Records drawn from a dataset:
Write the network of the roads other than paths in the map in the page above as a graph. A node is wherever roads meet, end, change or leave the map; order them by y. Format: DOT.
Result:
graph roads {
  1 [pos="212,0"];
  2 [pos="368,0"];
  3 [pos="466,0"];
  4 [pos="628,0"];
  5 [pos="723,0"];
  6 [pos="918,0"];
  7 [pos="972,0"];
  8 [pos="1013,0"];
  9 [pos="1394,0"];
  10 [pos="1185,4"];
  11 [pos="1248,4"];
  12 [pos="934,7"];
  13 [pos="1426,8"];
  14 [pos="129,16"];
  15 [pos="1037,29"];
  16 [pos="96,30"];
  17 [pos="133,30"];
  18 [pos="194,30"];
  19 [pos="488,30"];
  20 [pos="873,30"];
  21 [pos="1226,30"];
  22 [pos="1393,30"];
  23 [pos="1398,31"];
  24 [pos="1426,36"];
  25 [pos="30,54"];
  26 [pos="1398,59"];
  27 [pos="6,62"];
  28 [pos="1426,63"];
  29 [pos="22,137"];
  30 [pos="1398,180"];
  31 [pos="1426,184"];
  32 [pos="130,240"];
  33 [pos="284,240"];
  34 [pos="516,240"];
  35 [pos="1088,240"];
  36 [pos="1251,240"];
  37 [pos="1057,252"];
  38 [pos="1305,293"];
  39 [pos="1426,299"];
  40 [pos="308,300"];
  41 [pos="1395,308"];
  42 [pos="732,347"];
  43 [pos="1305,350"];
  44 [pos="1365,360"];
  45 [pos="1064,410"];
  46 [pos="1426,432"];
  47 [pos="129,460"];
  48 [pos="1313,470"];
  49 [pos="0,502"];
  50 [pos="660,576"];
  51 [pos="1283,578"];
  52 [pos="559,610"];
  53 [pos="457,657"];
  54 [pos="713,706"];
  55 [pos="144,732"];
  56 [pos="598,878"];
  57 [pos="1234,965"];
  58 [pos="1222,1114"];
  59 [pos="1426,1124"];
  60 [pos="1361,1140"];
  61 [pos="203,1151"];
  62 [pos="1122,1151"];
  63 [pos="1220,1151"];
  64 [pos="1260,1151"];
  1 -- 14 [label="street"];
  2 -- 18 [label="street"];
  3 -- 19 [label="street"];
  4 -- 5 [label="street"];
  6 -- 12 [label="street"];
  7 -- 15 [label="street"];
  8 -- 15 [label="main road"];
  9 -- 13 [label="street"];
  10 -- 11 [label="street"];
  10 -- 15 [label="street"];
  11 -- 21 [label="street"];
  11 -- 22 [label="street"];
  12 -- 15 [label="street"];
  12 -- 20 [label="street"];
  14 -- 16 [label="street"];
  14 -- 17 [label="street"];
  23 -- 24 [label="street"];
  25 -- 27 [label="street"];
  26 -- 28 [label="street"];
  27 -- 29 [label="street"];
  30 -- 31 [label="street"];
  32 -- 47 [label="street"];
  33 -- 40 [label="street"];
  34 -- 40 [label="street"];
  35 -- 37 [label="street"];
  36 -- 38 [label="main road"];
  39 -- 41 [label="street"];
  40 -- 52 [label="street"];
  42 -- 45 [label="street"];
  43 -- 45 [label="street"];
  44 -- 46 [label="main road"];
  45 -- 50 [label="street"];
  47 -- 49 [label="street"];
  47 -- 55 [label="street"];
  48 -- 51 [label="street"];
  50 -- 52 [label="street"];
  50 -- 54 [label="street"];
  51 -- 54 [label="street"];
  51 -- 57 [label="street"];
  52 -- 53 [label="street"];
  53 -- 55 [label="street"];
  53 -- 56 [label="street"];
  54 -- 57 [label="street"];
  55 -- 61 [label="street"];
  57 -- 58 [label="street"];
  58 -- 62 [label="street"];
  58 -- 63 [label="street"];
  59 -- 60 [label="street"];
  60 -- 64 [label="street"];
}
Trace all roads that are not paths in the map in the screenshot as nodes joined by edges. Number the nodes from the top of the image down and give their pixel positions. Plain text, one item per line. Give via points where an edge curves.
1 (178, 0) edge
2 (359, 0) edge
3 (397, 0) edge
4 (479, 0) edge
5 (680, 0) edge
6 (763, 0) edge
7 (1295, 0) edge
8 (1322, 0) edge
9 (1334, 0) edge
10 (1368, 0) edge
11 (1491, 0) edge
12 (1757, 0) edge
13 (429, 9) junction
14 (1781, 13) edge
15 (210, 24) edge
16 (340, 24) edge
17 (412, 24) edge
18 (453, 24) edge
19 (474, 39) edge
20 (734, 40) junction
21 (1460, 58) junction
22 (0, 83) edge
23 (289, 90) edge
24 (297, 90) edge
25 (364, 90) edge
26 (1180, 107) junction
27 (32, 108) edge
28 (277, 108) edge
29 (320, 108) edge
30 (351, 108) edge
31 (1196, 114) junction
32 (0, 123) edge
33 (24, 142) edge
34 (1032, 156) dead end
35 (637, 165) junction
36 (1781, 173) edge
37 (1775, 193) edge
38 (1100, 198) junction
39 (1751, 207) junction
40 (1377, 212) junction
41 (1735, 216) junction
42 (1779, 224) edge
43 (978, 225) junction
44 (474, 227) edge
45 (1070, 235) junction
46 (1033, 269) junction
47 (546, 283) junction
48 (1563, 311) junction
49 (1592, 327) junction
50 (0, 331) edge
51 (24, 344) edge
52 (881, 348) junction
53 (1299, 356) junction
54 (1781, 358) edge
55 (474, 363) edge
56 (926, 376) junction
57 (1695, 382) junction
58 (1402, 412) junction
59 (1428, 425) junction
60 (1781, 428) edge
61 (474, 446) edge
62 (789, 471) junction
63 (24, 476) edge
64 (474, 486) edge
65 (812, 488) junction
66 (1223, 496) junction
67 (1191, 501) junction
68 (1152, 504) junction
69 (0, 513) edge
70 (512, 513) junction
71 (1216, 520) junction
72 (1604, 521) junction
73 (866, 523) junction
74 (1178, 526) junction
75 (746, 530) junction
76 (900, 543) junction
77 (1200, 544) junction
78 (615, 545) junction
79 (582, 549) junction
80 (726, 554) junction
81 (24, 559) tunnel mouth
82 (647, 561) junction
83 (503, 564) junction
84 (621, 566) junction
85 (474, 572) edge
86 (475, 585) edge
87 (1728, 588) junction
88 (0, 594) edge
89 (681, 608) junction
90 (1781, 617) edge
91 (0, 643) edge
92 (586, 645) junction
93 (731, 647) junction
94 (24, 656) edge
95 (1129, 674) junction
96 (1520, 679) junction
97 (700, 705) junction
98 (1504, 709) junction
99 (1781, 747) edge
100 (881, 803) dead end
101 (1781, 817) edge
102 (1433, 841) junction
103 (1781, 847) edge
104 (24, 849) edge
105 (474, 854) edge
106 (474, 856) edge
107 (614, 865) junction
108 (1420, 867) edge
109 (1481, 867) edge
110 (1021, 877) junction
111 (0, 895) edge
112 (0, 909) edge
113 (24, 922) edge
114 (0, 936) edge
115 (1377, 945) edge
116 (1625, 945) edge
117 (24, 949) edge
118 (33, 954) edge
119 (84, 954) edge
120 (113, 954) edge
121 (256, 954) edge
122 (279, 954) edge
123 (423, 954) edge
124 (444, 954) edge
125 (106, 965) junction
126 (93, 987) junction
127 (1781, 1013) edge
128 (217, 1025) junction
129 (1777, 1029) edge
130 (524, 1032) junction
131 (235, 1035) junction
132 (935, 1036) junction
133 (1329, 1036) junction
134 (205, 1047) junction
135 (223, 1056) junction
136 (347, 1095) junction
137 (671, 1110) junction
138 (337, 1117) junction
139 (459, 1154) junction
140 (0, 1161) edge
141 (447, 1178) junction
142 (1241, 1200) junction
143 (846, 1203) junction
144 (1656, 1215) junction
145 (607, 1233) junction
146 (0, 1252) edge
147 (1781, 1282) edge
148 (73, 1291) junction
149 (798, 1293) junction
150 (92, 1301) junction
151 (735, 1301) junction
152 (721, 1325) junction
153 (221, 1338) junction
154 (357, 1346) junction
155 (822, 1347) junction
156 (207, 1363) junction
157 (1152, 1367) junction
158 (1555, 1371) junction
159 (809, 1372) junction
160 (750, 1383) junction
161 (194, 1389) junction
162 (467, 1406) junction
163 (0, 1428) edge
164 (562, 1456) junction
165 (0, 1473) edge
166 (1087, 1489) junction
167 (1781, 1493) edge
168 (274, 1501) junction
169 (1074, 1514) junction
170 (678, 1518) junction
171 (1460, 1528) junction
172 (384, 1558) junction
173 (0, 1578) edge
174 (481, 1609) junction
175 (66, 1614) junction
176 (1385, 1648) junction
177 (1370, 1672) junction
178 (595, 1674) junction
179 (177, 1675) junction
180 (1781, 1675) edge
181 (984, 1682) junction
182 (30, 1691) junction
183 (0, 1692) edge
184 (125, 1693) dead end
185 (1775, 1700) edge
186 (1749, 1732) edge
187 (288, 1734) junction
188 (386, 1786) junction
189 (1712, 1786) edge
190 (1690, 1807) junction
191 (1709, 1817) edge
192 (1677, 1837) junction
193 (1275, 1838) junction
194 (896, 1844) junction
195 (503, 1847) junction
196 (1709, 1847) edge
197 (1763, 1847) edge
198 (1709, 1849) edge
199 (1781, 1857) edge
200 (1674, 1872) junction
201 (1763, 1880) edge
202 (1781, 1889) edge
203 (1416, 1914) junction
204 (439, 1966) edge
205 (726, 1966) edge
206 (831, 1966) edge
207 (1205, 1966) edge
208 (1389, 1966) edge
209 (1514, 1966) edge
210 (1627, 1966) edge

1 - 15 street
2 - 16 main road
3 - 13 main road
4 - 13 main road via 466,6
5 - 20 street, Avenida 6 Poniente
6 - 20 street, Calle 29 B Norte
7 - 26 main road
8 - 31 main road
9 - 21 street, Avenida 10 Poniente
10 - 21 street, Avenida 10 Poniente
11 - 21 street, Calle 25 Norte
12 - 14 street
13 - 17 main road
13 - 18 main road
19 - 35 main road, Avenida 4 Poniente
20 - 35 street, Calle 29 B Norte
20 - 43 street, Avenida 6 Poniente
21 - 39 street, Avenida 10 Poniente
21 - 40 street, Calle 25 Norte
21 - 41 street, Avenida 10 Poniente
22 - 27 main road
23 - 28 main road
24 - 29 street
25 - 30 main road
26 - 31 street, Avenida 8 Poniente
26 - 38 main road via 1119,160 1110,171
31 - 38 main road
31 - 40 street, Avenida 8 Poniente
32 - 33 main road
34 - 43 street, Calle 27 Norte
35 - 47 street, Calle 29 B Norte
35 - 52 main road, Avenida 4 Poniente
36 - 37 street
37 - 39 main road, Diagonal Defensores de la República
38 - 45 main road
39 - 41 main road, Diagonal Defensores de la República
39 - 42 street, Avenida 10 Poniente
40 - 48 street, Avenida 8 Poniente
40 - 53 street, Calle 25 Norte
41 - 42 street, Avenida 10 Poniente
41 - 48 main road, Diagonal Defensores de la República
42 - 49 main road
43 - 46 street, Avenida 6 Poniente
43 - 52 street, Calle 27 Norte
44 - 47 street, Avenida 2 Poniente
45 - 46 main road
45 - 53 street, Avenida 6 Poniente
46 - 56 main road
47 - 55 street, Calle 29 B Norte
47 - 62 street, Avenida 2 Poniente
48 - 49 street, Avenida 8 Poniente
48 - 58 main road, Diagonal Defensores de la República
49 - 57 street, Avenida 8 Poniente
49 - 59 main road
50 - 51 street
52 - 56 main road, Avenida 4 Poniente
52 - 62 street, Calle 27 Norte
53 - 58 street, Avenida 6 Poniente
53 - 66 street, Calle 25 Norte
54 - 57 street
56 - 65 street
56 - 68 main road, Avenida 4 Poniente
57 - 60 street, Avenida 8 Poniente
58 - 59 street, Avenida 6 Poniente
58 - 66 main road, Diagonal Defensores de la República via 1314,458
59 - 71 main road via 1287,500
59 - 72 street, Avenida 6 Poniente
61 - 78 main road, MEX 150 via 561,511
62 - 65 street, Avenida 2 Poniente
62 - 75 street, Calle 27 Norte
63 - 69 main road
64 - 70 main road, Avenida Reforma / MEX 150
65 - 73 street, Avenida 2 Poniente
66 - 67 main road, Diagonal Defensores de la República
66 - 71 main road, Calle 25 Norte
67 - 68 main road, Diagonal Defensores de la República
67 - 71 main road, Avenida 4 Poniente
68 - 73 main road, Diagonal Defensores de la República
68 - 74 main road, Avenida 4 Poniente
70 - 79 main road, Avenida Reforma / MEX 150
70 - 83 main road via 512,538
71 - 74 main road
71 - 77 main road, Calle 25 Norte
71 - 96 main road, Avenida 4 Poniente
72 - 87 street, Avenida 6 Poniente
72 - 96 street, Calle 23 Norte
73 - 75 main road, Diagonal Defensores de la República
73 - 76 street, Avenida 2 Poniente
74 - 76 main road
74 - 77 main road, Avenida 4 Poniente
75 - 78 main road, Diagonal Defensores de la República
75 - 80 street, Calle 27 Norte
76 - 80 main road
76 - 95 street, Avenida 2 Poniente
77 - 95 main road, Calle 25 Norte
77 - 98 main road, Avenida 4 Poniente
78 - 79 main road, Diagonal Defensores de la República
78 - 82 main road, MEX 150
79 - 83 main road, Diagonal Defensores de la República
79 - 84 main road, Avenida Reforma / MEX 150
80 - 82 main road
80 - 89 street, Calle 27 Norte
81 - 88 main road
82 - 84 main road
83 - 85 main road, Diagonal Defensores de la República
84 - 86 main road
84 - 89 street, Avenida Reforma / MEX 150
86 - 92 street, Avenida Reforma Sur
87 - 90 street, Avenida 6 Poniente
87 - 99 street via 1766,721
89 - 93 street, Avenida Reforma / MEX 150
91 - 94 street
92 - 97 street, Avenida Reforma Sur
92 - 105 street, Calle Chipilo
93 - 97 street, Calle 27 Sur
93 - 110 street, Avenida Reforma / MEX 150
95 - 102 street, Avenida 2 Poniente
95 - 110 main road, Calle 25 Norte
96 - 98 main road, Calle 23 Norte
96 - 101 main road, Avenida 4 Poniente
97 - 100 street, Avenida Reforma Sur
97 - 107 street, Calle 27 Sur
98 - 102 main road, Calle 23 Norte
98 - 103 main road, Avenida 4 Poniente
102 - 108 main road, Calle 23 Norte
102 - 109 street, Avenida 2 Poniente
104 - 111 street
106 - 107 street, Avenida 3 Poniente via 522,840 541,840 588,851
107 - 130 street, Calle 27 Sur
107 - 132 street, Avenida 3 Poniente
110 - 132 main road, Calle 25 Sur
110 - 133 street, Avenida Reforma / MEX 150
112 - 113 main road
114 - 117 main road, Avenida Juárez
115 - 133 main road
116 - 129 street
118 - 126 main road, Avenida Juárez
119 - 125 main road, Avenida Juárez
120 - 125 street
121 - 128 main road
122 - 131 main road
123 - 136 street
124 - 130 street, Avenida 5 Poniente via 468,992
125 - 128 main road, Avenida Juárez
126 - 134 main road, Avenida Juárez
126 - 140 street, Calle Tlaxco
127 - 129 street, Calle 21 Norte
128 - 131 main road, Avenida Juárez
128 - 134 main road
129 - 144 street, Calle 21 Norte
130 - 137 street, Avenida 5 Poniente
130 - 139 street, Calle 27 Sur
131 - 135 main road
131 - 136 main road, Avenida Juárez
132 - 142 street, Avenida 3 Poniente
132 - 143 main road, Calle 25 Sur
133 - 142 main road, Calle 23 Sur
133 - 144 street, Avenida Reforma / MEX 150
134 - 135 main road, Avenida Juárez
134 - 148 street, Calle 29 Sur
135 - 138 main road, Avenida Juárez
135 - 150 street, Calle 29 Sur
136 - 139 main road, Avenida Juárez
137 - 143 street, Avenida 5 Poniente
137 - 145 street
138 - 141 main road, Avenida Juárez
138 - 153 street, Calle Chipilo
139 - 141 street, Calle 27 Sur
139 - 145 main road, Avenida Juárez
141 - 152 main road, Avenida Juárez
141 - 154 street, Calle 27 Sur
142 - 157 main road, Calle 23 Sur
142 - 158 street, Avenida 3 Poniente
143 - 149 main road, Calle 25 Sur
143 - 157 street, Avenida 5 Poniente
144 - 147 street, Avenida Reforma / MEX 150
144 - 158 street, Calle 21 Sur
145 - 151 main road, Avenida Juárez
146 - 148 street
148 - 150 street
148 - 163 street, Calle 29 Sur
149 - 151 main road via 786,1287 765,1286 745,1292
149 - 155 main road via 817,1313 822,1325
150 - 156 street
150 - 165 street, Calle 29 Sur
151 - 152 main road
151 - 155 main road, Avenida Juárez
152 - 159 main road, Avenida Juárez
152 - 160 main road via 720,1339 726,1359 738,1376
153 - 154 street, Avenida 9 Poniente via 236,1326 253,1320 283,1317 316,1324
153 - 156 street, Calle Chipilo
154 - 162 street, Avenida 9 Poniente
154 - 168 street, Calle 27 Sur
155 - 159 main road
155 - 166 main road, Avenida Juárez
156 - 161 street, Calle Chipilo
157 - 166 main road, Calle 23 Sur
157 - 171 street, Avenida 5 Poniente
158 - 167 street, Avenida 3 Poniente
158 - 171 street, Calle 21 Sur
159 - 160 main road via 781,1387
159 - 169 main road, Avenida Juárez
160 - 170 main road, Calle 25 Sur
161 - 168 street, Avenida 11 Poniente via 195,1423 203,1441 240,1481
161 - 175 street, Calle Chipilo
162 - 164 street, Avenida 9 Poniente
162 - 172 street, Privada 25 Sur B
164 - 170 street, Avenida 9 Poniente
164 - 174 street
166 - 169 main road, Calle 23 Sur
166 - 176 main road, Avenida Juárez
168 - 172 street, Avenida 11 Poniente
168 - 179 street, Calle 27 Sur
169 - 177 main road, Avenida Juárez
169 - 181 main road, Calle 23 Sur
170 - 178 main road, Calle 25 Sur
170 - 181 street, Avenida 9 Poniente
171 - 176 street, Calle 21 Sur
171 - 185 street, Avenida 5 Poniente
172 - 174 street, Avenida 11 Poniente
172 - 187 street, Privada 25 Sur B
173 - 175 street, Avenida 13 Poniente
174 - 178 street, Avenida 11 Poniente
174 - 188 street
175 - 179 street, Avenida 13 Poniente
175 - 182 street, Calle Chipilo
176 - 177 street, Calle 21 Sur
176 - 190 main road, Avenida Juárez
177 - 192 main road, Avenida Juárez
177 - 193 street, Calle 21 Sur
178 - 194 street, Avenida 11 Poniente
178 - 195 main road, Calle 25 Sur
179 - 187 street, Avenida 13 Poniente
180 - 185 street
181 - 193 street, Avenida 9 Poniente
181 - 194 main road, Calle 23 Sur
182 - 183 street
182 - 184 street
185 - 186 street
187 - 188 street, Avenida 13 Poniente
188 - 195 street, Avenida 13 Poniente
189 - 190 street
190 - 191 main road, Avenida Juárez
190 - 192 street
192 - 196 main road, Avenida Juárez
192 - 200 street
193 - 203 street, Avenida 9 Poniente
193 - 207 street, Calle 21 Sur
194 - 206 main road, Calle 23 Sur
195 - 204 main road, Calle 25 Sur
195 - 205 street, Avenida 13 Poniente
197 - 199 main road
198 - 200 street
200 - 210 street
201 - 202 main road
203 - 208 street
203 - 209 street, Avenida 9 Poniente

### TO DO:
If a line in the entries above contains "Privada", report it.

### RESULT FOR THIS TASK:
162 - 172 street, Privada 25 Sur B
172 - 187 street, Privada 25 Sur B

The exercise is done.